2. Create and Activate Virtual Environment (venv)

While the GitHub guide recommends Conda, I opted for a Python virtual environment for easier Docker packaging and systemd service registration in the future.

python3 -m venv myvenv
source myvenv/bin/activate

3. Update Basic Build Tools

pip install -U pip setuptools wheel

4. Crucial Configuration: Modify pyproject.toml

To align with the CUDA 13.0 environment of DGX Spark, you must manually adjust the dependency versions. It's critical to ensure that the versions of torch and torchaudio match to prevent conflicts during installation.

Modifications:
"torch==2.10.0+cu130"
"torchaudio==2.10.0+cu130"
"torchcodec==0.10.0+cu130"

5. Install Dependency Packages

pip install --extra-index-url https://download.pytorch.org/whl/cu130 -e .

6. Install Host FFmpeg

FFmpeg is required to prevent errors during inference, so install it along with its libraries beforehand.

sudo apt update && sudo apt install -y ffmpeg libavcodec-dev libavformat-dev libavutil-dev libswresample-dev libswscale-dev
sudo ldconfig

7. Model Download and Execution Precautions

Do Not Download Directly from HG: Manually downloading the model from HuggingFace and linking it via --model_path may cause errors due to variable name mismatches with the executable (moss_tts_app.py).
Automatic Download Recommended: Running with default settings will automatically download approximately 17GB of weight models and 7GB of Tokenizer to the cache path.
Execution Script:

python clis/moss_tts_app.py --device cuda --attn_implementation auto --host 0.0.0.0 --port 7860

Note: A GB10 (cuda capability 12.1) warning might appear during execution, but it has been confirmed that this does not affect actual inference performance. Initial loading takes approximately 30-60 seconds.

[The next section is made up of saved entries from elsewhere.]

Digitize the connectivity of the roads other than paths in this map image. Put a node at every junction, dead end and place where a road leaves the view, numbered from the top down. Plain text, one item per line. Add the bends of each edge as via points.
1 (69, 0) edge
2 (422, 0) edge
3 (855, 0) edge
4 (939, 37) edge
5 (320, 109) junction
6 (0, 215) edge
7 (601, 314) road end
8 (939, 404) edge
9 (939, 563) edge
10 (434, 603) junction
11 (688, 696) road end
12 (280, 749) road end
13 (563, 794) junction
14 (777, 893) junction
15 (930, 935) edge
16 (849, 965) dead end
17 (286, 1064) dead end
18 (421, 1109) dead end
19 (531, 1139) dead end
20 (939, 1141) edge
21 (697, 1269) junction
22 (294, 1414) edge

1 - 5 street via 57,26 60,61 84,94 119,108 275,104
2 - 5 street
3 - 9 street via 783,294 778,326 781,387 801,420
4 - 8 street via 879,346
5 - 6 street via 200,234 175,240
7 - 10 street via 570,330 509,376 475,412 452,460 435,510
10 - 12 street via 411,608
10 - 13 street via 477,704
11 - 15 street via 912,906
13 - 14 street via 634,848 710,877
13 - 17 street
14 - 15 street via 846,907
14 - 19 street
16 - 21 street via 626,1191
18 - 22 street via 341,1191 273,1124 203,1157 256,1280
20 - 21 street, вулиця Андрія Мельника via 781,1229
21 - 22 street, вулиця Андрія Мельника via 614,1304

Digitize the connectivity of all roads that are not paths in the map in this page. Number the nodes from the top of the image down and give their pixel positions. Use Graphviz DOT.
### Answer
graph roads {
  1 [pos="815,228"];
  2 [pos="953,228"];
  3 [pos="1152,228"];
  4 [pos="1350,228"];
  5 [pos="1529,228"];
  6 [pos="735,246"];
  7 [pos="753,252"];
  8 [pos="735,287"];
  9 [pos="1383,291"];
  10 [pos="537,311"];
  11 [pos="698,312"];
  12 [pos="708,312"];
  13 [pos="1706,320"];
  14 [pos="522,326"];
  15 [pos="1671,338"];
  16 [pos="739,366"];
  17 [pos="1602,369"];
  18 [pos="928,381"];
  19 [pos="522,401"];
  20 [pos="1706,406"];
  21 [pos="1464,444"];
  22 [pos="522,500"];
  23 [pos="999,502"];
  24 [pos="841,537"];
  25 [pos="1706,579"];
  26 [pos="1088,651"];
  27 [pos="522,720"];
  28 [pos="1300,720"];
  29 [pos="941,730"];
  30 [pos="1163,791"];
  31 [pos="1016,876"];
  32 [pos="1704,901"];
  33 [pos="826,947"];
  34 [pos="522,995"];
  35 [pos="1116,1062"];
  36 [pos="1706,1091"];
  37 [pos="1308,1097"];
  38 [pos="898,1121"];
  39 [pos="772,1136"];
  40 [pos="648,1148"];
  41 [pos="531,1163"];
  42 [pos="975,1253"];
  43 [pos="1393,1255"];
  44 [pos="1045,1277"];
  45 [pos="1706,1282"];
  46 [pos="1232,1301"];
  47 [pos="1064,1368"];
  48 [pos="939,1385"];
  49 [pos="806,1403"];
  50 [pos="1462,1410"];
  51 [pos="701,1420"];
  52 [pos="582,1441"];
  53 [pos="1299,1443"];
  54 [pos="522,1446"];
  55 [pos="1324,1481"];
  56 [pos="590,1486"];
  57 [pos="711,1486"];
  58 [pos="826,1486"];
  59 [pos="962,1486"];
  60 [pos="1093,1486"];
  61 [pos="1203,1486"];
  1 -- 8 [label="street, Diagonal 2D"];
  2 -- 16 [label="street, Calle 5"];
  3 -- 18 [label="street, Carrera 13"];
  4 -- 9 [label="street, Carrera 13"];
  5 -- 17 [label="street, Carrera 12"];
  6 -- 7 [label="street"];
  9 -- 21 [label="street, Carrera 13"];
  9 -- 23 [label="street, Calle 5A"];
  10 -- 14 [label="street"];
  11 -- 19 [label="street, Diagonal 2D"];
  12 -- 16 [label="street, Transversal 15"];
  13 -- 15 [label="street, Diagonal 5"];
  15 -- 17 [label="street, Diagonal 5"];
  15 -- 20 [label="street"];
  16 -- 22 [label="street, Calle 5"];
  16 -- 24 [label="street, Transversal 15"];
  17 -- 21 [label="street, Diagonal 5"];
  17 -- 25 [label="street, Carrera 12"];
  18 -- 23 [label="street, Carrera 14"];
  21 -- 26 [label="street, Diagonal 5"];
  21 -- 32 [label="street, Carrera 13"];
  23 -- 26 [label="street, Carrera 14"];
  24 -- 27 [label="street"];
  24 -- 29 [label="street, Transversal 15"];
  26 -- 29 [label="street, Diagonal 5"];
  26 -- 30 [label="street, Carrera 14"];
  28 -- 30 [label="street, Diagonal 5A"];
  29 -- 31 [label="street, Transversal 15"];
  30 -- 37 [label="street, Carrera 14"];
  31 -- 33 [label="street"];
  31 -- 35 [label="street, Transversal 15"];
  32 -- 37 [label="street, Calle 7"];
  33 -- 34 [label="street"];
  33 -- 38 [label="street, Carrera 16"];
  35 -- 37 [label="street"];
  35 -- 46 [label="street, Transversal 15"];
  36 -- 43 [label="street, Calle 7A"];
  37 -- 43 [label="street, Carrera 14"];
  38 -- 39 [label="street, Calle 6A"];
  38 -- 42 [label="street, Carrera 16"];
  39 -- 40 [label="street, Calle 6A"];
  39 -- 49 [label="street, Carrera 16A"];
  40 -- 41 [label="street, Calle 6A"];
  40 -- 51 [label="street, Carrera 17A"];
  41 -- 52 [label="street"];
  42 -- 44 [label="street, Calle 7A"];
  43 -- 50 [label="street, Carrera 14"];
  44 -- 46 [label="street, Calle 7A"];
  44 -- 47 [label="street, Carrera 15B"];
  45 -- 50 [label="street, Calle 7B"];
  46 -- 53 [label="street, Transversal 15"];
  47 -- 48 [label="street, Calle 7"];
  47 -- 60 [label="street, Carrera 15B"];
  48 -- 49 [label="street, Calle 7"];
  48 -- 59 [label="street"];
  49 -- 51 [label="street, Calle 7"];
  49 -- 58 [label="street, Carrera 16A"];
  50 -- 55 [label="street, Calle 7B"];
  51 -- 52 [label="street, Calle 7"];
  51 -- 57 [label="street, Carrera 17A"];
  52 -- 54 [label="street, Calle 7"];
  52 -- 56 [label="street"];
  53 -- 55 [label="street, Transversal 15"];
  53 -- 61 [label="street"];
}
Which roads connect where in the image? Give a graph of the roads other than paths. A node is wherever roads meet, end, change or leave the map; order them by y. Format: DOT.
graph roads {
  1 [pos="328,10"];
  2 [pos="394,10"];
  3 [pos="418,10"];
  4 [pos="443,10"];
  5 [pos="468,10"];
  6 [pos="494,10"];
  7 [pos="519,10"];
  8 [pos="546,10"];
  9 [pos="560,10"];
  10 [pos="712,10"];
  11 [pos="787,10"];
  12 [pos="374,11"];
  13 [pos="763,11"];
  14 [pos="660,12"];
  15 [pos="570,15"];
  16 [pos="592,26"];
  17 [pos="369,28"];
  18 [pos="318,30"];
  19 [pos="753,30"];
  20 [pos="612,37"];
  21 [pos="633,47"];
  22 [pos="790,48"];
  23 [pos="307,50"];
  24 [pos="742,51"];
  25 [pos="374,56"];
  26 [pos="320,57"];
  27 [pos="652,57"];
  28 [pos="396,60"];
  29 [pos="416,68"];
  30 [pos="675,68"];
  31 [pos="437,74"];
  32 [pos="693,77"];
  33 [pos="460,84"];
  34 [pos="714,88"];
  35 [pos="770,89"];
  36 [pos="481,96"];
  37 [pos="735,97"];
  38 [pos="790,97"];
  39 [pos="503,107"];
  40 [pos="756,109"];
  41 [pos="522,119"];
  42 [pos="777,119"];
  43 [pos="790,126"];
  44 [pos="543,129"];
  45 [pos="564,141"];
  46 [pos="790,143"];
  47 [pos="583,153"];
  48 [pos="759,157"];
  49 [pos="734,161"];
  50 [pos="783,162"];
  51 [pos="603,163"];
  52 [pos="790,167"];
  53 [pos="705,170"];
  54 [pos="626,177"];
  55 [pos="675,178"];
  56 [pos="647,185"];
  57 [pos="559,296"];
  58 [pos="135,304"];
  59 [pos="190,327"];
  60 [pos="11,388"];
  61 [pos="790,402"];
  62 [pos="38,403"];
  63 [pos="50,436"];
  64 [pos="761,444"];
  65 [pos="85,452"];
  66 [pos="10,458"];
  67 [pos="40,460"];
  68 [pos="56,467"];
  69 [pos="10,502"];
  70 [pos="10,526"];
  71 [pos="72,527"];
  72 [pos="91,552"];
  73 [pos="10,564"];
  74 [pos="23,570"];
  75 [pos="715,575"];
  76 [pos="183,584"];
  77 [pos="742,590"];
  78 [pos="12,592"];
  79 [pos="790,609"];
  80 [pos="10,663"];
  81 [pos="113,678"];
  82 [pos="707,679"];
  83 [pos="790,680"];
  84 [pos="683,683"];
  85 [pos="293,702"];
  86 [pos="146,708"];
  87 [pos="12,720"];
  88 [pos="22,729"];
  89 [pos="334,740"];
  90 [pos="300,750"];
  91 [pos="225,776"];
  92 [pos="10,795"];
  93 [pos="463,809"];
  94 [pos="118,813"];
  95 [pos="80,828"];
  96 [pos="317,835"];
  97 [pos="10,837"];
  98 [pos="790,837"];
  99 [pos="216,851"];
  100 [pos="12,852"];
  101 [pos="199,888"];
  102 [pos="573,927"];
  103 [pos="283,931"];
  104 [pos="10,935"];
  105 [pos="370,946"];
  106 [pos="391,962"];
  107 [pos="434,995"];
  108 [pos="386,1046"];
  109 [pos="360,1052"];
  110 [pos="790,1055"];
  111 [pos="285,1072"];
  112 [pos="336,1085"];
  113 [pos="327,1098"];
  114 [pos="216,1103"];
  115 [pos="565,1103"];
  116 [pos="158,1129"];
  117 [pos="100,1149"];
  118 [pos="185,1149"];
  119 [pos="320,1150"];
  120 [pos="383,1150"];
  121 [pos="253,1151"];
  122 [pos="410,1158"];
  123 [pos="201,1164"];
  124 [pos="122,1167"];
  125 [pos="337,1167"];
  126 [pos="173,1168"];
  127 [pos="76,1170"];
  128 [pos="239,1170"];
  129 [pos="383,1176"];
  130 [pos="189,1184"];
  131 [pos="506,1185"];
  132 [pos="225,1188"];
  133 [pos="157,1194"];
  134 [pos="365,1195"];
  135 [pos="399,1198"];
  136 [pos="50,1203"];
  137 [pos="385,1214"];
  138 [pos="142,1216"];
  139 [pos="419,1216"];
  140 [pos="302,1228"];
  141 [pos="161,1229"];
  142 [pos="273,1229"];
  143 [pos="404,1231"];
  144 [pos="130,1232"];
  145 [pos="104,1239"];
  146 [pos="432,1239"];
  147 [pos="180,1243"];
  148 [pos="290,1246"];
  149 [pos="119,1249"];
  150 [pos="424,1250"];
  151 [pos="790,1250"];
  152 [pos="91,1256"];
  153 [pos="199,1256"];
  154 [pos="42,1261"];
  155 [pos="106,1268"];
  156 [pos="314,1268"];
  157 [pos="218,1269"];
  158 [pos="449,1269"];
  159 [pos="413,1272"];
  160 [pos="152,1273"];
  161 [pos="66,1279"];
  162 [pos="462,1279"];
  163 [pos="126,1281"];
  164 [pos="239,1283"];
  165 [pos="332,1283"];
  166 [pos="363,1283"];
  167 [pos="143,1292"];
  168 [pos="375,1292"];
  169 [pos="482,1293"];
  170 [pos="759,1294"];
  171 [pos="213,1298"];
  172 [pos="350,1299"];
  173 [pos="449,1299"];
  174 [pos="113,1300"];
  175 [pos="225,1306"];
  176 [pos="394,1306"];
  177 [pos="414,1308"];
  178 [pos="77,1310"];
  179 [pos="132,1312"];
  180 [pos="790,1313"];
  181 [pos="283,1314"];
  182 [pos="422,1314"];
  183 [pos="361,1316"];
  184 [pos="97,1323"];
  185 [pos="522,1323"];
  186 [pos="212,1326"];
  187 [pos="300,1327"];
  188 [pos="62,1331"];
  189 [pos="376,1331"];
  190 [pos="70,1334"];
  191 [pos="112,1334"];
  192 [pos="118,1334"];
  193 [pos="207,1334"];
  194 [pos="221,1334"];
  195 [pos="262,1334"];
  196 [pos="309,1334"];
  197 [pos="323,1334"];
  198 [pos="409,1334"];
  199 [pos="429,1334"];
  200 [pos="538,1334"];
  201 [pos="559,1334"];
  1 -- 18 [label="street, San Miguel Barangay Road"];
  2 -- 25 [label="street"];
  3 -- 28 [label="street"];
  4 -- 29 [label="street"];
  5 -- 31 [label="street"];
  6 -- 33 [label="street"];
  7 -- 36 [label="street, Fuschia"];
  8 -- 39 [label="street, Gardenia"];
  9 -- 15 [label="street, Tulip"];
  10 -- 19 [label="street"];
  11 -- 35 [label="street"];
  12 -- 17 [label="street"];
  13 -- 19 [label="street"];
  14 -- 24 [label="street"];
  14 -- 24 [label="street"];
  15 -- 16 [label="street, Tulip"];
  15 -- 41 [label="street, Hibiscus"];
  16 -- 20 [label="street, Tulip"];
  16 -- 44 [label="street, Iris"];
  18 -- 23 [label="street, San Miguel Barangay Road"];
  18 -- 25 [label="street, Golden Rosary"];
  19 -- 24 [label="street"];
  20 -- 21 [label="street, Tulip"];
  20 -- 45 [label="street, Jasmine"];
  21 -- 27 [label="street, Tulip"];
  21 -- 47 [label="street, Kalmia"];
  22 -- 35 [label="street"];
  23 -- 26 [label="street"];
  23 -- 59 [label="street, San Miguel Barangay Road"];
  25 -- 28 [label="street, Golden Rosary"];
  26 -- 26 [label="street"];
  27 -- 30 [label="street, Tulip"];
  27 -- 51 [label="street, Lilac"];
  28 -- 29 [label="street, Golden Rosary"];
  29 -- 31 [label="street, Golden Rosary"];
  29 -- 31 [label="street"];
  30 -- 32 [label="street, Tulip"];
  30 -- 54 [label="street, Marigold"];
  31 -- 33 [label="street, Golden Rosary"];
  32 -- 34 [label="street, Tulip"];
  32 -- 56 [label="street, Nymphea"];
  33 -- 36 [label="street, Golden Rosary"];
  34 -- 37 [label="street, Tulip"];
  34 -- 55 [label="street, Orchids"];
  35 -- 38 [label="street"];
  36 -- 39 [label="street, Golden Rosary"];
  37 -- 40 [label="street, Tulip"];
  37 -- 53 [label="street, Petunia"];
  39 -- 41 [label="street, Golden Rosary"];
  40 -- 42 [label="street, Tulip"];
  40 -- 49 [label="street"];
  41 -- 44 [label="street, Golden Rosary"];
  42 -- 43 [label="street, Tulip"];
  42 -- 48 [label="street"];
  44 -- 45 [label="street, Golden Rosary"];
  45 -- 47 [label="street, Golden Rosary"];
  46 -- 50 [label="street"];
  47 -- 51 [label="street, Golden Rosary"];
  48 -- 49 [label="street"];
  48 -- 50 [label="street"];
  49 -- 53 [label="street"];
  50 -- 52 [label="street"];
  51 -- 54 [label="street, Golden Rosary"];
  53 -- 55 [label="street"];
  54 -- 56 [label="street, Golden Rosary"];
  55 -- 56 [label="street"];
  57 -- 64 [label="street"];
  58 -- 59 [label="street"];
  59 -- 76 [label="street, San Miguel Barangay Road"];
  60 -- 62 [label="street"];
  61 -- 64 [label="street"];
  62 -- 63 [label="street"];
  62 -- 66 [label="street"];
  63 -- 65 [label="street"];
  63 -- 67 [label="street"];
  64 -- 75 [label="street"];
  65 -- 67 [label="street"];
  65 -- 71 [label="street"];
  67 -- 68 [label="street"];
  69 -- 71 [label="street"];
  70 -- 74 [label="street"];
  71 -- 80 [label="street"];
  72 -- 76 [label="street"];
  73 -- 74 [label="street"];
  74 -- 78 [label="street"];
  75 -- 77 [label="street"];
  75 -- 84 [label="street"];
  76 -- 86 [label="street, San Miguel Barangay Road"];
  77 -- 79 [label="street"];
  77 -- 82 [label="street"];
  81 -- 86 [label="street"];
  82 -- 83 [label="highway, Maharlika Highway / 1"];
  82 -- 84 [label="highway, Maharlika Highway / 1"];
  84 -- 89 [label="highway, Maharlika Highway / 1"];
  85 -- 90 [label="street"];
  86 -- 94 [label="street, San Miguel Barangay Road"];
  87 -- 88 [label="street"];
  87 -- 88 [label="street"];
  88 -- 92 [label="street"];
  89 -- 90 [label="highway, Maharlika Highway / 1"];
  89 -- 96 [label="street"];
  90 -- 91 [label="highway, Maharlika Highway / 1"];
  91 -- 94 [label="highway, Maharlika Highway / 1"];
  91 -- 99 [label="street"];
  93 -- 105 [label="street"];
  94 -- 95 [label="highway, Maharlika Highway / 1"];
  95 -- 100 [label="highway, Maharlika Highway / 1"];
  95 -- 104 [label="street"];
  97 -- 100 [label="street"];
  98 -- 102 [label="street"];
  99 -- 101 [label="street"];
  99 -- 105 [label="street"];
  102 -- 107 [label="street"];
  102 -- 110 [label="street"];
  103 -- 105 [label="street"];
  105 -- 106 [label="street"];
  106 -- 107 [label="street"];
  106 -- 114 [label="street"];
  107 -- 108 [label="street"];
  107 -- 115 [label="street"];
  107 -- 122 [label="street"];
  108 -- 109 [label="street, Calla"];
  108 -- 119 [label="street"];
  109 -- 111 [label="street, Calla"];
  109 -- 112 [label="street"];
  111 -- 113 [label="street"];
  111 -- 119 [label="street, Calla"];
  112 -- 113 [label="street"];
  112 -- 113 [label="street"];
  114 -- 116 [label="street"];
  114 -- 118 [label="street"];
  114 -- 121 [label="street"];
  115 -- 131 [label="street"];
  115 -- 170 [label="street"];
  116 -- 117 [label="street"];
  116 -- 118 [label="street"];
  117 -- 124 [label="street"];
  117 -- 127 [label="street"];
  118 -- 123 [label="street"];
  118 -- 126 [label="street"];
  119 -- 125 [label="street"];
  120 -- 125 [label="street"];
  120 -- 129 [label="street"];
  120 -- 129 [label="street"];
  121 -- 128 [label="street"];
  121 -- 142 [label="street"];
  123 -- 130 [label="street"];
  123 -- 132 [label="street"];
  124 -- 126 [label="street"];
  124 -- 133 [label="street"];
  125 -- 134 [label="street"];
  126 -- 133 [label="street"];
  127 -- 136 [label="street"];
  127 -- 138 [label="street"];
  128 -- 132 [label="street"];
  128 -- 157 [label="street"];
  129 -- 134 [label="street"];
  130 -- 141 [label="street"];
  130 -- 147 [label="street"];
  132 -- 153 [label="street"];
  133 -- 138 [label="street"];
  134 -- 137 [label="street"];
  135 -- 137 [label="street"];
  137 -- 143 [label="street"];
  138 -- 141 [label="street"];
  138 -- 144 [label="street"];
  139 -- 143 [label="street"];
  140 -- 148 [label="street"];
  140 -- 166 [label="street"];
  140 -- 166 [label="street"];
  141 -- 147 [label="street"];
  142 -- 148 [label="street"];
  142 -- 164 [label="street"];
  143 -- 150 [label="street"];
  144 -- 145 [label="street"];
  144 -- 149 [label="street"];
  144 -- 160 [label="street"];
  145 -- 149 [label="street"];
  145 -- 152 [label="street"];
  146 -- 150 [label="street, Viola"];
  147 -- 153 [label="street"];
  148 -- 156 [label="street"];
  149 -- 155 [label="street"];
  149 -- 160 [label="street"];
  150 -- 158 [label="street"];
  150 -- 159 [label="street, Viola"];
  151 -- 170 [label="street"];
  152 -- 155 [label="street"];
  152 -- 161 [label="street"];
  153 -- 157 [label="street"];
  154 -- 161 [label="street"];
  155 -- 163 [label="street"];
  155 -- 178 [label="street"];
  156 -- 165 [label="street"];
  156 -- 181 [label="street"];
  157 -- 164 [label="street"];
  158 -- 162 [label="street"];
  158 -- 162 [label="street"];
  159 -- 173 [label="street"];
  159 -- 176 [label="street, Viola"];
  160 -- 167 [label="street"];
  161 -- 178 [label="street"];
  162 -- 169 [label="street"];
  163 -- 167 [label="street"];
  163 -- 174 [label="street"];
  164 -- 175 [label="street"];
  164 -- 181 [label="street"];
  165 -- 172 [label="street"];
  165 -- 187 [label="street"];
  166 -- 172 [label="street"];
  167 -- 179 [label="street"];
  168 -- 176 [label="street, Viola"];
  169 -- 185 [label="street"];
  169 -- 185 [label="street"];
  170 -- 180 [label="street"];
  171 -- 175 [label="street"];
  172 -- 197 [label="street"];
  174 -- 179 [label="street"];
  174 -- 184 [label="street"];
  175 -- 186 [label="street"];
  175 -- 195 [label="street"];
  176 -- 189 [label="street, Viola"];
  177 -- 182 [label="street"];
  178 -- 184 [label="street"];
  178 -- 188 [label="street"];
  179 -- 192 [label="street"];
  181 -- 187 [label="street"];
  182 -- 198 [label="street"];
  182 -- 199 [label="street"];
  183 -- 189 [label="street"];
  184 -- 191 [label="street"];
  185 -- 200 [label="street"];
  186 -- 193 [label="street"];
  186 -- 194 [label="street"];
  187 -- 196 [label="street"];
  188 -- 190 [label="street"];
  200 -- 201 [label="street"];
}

8. Post-Use Review: "Fine-tuning is No Longer Necessary"

Cloning Performance: With just one sample of my voice, it perfectly replicates the tone and speech patterns in Korean, English, and Japanese.
Speed: Short sentences are generated in 7-8 seconds, while longer texts (3-4 sentences) take approximately 30 seconds.
Language-Specific Features: English generation is nearly flawless. Misread Kanji in Japanese can be easily corrected by using Hiragana.
Power Efficiency: Even during inference, it maintains a low power consumption of around 36W, and the absence of fan noise is a significant advantage of the DGX Spark.

9. Troubleshooting: Why Not Use NVIDIA's Official Image?

The nvcr.io/nvidia/pytorch:26.01-py3 image provided by NVIDIA does not allow torchaudio and torchcodec to be built, which are necessary for TTS operation. It appears that the PyTorch version included in NVIDIA's images is specially built to match NVIDIA products, leading to version mismatch issues with torchaudio and torchcodec. Therefore, for now, a standard venv environment is the most stable option even on Spark.

🚀 Future Plans

FlashAttention 2 Integration: I plan to test how much inference speed improves after implementing FlashAttention 2.
MOSS-VoiceGenerator: I also plan to explore the MOSS-VoiceGenerator model, which creates new virtual voices without a reference.